*** Opening Data records ***
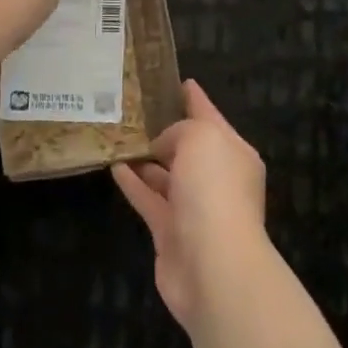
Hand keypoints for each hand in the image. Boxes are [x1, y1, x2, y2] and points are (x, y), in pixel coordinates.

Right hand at [111, 80, 267, 333]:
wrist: (213, 265)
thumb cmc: (213, 191)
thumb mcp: (201, 139)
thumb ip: (181, 130)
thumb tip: (163, 147)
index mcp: (234, 153)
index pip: (211, 117)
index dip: (195, 99)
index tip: (177, 82)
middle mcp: (218, 179)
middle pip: (189, 148)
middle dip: (165, 131)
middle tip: (133, 110)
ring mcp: (194, 208)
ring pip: (166, 175)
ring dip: (144, 158)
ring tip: (117, 136)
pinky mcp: (170, 232)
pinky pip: (149, 199)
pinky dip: (133, 184)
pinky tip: (113, 166)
*** Closing Data records ***
**Instructions to follow**
Your task is to copy every line of the entries that contains the string "middle".

**Task solution**
middle mcp: (218, 179)
middle pip: (189, 148)
middle dip: (165, 131)
middle tip: (133, 110)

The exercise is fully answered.